I have been searching for a very long time.
I was very young when my mind and body went through trauma and I became separated from myself…
The course is in it’s third day and already I feel that so many questions have been answered and I have been able to affirm what I’ve been feeling for some months. Here there is no rule that what you are being taught you must learn and accept or if you disagree or there is conflict with your thoughts you reject it, but rather hold onto it and contemplate it…even amidst the noise there is time for quiet contemplation and meditation, or who are we kidding that we are in control of ourselves when our thoughts and understandings are being compressed into a chaotic time bomb…even sleep is becoming a vessel to search for answers.
I began my yoga journey last September, but I’ve been searching for health, happiness, peace and calm since my youth. My tormented twenties formed habits that made me extremely unhappy and it’s such a pity. I look at the young yogi’s on course with me and wonder how much greater and wiser I could be now if I had the opportunity they ‘re experiencing at such a young age. I’ll put that thought in a bubble and blow it away with good intention because I’ll never get those years back and because I seem to be able to offer a different perspective for them and some knowledge about life – hugs have been welcomed to ease the emotional overload.
After committing to more yoga classes or even intensifying your yoga practise you move towards a state of contemplation. I realize now that this was happening to me more recently at home and It can easily be mistaken for something else when life and those around you demand your attention. It can be very difficult to disconnect with life but even more so if you are truly connected with yourself to connect with life. I was in a quieter space and allowed what I was feeling to manifest into creativity.
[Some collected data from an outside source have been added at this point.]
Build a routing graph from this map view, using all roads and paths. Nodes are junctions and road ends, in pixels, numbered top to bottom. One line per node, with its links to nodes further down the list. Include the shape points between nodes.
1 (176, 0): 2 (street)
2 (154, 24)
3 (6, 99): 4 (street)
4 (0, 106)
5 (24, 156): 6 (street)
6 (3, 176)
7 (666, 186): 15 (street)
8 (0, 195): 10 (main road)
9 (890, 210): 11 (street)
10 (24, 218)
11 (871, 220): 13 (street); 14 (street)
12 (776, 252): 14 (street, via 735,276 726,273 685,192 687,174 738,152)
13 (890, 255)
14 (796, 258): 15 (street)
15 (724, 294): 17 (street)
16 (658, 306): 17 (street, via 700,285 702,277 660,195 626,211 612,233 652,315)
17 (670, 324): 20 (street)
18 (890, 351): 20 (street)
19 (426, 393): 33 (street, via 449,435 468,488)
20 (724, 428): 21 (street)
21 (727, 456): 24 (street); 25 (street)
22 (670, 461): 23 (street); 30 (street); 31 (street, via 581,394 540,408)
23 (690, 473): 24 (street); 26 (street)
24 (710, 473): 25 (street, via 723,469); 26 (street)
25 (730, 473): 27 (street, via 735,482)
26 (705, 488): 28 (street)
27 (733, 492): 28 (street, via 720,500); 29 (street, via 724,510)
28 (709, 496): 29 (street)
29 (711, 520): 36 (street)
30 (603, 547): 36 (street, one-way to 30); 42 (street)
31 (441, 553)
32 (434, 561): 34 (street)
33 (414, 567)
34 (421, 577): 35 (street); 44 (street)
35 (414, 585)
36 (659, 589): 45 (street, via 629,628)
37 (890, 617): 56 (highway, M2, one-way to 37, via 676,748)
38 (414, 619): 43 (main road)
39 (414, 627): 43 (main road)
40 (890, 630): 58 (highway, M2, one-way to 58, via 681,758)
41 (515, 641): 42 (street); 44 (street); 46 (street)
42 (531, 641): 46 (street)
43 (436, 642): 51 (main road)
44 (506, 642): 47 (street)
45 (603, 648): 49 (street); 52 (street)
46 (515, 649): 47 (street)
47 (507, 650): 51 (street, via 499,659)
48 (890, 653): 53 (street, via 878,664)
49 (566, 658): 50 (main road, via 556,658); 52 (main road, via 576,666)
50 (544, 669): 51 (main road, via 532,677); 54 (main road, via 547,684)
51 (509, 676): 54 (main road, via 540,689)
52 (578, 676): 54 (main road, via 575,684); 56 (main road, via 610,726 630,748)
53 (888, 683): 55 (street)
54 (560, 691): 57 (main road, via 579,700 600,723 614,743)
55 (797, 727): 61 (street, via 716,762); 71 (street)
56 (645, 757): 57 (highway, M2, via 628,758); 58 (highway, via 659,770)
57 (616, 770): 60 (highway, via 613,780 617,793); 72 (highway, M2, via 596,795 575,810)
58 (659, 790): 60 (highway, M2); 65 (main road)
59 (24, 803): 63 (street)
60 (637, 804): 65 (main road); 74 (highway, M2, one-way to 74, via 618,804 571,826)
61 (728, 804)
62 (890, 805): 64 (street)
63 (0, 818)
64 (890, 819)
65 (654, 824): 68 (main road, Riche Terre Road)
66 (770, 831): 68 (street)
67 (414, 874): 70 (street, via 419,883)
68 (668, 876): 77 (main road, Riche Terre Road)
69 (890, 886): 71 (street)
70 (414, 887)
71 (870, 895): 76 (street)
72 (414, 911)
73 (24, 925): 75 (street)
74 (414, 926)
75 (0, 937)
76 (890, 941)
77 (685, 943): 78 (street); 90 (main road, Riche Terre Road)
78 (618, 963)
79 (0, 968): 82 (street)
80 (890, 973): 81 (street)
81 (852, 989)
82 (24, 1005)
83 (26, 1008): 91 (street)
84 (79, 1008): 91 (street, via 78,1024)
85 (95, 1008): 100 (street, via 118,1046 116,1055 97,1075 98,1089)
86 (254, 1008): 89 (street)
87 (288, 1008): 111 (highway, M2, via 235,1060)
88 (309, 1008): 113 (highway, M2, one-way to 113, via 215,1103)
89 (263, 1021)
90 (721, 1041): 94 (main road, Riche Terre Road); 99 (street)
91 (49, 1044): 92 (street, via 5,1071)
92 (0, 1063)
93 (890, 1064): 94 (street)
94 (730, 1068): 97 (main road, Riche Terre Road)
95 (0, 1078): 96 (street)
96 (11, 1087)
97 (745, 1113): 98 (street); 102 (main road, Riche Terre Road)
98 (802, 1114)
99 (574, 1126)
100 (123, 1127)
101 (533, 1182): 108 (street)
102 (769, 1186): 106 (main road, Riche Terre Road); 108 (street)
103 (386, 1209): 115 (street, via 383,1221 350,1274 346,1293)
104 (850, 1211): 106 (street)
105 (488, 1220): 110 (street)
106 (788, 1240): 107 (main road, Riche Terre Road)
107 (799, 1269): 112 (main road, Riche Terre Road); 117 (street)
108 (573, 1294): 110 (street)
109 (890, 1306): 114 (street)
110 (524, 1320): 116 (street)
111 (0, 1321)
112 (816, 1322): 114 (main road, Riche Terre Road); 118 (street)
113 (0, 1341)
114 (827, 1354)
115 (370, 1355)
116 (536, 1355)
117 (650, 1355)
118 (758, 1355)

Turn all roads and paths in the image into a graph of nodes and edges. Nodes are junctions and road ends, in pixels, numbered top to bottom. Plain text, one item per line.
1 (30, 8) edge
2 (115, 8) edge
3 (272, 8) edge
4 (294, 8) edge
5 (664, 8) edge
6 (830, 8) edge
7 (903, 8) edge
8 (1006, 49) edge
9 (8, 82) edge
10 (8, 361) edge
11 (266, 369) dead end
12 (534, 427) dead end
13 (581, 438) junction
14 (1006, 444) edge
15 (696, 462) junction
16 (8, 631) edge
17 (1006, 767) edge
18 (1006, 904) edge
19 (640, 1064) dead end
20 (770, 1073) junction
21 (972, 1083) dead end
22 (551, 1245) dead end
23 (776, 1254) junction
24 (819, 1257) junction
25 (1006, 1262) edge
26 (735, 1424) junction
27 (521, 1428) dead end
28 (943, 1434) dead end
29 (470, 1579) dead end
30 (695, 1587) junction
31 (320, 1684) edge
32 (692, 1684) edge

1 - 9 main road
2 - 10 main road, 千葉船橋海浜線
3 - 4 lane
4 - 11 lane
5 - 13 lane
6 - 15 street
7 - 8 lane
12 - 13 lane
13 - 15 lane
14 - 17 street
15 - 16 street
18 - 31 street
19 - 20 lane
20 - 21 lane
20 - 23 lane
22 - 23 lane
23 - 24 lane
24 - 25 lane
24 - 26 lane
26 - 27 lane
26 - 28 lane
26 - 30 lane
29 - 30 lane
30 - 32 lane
I’ve always believed that if I could ‘FIX’ me I could be happy and from there the imagery of the rippling effect of water comes to mind. Try and imagine yourself as a stone being thrown into a pond (life). Once you’ve made that connection you force everything around you to change. If you understand yourself only then can you understand and control your impact on life…the relationships you’re cultivating…family…
Do something today that connects YOU with YOU – even if it’s sitting quietly by a pool throwing a stone.